Exact repetition is required: reproduce every line of the data.

━━ Input material ━━

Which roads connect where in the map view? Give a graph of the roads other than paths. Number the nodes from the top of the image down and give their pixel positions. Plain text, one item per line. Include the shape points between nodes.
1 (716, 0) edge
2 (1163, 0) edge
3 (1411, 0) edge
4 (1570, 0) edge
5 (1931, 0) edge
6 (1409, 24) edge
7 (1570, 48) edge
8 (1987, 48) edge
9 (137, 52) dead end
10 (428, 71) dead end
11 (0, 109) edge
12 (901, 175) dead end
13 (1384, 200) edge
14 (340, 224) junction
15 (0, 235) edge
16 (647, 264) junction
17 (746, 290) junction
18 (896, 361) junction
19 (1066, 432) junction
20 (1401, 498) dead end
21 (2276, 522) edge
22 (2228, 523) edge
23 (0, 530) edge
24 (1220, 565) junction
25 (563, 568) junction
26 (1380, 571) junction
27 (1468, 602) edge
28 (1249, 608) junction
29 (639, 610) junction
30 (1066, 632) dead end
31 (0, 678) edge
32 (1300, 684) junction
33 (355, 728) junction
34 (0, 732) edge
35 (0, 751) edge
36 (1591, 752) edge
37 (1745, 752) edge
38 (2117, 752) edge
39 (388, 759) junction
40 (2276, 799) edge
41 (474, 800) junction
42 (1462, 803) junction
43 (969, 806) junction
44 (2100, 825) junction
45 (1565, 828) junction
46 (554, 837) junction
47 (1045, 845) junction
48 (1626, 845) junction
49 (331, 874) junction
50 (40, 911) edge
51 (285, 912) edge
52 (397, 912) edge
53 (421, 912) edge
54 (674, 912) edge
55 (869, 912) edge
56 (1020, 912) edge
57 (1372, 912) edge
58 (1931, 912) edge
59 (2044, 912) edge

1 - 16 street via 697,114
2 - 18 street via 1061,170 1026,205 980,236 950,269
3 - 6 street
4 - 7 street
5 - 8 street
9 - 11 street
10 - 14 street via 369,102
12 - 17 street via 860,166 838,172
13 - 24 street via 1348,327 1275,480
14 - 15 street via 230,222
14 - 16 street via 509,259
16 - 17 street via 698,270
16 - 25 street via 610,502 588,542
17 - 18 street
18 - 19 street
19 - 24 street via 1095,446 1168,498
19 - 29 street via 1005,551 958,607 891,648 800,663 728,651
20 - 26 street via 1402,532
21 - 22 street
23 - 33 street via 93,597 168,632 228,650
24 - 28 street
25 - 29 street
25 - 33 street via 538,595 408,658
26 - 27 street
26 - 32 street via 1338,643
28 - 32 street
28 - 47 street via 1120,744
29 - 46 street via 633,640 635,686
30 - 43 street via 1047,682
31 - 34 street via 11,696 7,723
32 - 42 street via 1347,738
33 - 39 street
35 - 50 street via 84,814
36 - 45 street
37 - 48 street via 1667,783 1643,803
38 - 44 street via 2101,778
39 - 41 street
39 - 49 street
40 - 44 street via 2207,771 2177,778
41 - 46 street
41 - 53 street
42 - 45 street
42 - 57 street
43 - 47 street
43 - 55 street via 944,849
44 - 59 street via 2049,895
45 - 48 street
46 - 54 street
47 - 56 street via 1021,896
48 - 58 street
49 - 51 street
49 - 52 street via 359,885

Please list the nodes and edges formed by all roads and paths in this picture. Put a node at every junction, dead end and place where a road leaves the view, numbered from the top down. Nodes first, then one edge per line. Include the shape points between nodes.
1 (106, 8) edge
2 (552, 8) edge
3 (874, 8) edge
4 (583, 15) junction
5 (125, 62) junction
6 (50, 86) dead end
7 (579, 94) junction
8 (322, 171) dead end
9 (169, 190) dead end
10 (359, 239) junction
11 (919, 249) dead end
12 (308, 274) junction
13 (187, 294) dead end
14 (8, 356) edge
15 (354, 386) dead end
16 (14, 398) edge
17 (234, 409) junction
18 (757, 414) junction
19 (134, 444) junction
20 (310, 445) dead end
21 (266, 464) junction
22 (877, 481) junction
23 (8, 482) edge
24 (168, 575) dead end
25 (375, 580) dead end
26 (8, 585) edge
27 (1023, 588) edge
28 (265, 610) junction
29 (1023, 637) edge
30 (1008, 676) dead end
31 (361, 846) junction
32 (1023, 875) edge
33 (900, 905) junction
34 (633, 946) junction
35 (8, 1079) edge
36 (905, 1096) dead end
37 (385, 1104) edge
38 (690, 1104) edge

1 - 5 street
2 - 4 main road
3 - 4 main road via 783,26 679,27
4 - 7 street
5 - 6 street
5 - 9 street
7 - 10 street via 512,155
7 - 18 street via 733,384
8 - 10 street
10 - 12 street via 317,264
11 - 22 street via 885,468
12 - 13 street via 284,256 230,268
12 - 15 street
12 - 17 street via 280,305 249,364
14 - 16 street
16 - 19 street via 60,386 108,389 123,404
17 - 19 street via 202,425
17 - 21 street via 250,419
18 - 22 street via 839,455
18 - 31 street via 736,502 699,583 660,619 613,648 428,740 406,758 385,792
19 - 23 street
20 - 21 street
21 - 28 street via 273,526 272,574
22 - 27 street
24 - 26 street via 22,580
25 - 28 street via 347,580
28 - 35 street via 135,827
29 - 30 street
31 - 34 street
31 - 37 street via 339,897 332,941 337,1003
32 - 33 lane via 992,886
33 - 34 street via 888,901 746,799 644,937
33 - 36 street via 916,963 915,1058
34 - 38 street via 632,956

━━━

### [Your solution]
Which roads connect where in the map view? Give a graph of the roads other than paths. Number the nodes from the top of the image down and give their pixel positions. Plain text, one item per line. Include the shape points between nodes.
1 (716, 0) edge
2 (1163, 0) edge
3 (1411, 0) edge
4 (1570, 0) edge
5 (1931, 0) edge
6 (1409, 24) edge
7 (1570, 48) edge
8 (1987, 48) edge
9 (137, 52) dead end
10 (428, 71) dead end
11 (0, 109) edge
12 (901, 175) dead end
13 (1384, 200) edge
14 (340, 224) junction
15 (0, 235) edge
16 (647, 264) junction
17 (746, 290) junction
18 (896, 361) junction
19 (1066, 432) junction
20 (1401, 498) dead end
21 (2276, 522) edge
22 (2228, 523) edge
23 (0, 530) edge
24 (1220, 565) junction
25 (563, 568) junction
26 (1380, 571) junction
27 (1468, 602) edge
28 (1249, 608) junction
29 (639, 610) junction
30 (1066, 632) dead end
31 (0, 678) edge
32 (1300, 684) junction
33 (355, 728) junction
34 (0, 732) edge
35 (0, 751) edge
36 (1591, 752) edge
37 (1745, 752) edge
38 (2117, 752) edge
39 (388, 759) junction
40 (2276, 799) edge
41 (474, 800) junction
42 (1462, 803) junction
43 (969, 806) junction
44 (2100, 825) junction
45 (1565, 828) junction
46 (554, 837) junction
47 (1045, 845) junction
48 (1626, 845) junction
49 (331, 874) junction
50 (40, 911) edge
51 (285, 912) edge
52 (397, 912) edge
53 (421, 912) edge
54 (674, 912) edge
55 (869, 912) edge
56 (1020, 912) edge
57 (1372, 912) edge
58 (1931, 912) edge
59 (2044, 912) edge

1 - 16 street via 697,114
2 - 18 street via 1061,170 1026,205 980,236 950,269
3 - 6 street
4 - 7 street
5 - 8 street
9 - 11 street
10 - 14 street via 369,102
12 - 17 street via 860,166 838,172
13 - 24 street via 1348,327 1275,480
14 - 15 street via 230,222
14 - 16 street via 509,259
16 - 17 street via 698,270
16 - 25 street via 610,502 588,542
17 - 18 street
18 - 19 street
19 - 24 street via 1095,446 1168,498
19 - 29 street via 1005,551 958,607 891,648 800,663 728,651
20 - 26 street via 1402,532
21 - 22 street
23 - 33 street via 93,597 168,632 228,650
24 - 28 street
25 - 29 street
25 - 33 street via 538,595 408,658
26 - 27 street
26 - 32 street via 1338,643
28 - 32 street
28 - 47 street via 1120,744
29 - 46 street via 633,640 635,686
30 - 43 street via 1047,682
31 - 34 street via 11,696 7,723
32 - 42 street via 1347,738
33 - 39 street
35 - 50 street via 84,814
36 - 45 street
37 - 48 street via 1667,783 1643,803
38 - 44 street via 2101,778
39 - 41 street
39 - 49 street
40 - 44 street via 2207,771 2177,778
41 - 46 street
41 - 53 street
42 - 45 street
42 - 57 street
43 - 47 street
43 - 55 street via 944,849
44 - 59 street via 2049,895
45 - 48 street
46 - 54 street
47 - 56 street via 1021,896
48 - 58 street
49 - 51 street
49 - 52 street via 359,885

Please list the nodes and edges formed by all roads and paths in this picture. Put a node at every junction, dead end and place where a road leaves the view, numbered from the top down. Nodes first, then one edge per line. Include the shape points between nodes.
1 (106, 8) edge
2 (552, 8) edge
3 (874, 8) edge
4 (583, 15) junction
5 (125, 62) junction
6 (50, 86) dead end
7 (579, 94) junction
8 (322, 171) dead end
9 (169, 190) dead end
10 (359, 239) junction
11 (919, 249) dead end
12 (308, 274) junction
13 (187, 294) dead end
14 (8, 356) edge
15 (354, 386) dead end
16 (14, 398) edge
17 (234, 409) junction
18 (757, 414) junction
19 (134, 444) junction
20 (310, 445) dead end
21 (266, 464) junction
22 (877, 481) junction
23 (8, 482) edge
24 (168, 575) dead end
25 (375, 580) dead end
26 (8, 585) edge
27 (1023, 588) edge
28 (265, 610) junction
29 (1023, 637) edge
30 (1008, 676) dead end
31 (361, 846) junction
32 (1023, 875) edge
33 (900, 905) junction
34 (633, 946) junction
35 (8, 1079) edge
36 (905, 1096) dead end
37 (385, 1104) edge
38 (690, 1104) edge

1 - 5 street
2 - 4 main road
3 - 4 main road via 783,26 679,27
4 - 7 street
5 - 6 street
5 - 9 street
7 - 10 street via 512,155
7 - 18 street via 733,384
8 - 10 street
10 - 12 street via 317,264
11 - 22 street via 885,468
12 - 13 street via 284,256 230,268
12 - 15 street
12 - 17 street via 280,305 249,364
14 - 16 street
16 - 19 street via 60,386 108,389 123,404
17 - 19 street via 202,425
17 - 21 street via 250,419
18 - 22 street via 839,455
18 - 31 street via 736,502 699,583 660,619 613,648 428,740 406,758 385,792
19 - 23 street
20 - 21 street
21 - 28 street via 273,526 272,574
22 - 27 street
24 - 26 street via 22,580
25 - 28 street via 347,580
28 - 35 street via 135,827
29 - 30 street
31 - 34 street
31 - 37 street via 339,897 332,941 337,1003
32 - 33 lane via 992,886
33 - 34 street via 888,901 746,799 644,937
33 - 36 street via 916,963 915,1058
34 - 38 street via 632,956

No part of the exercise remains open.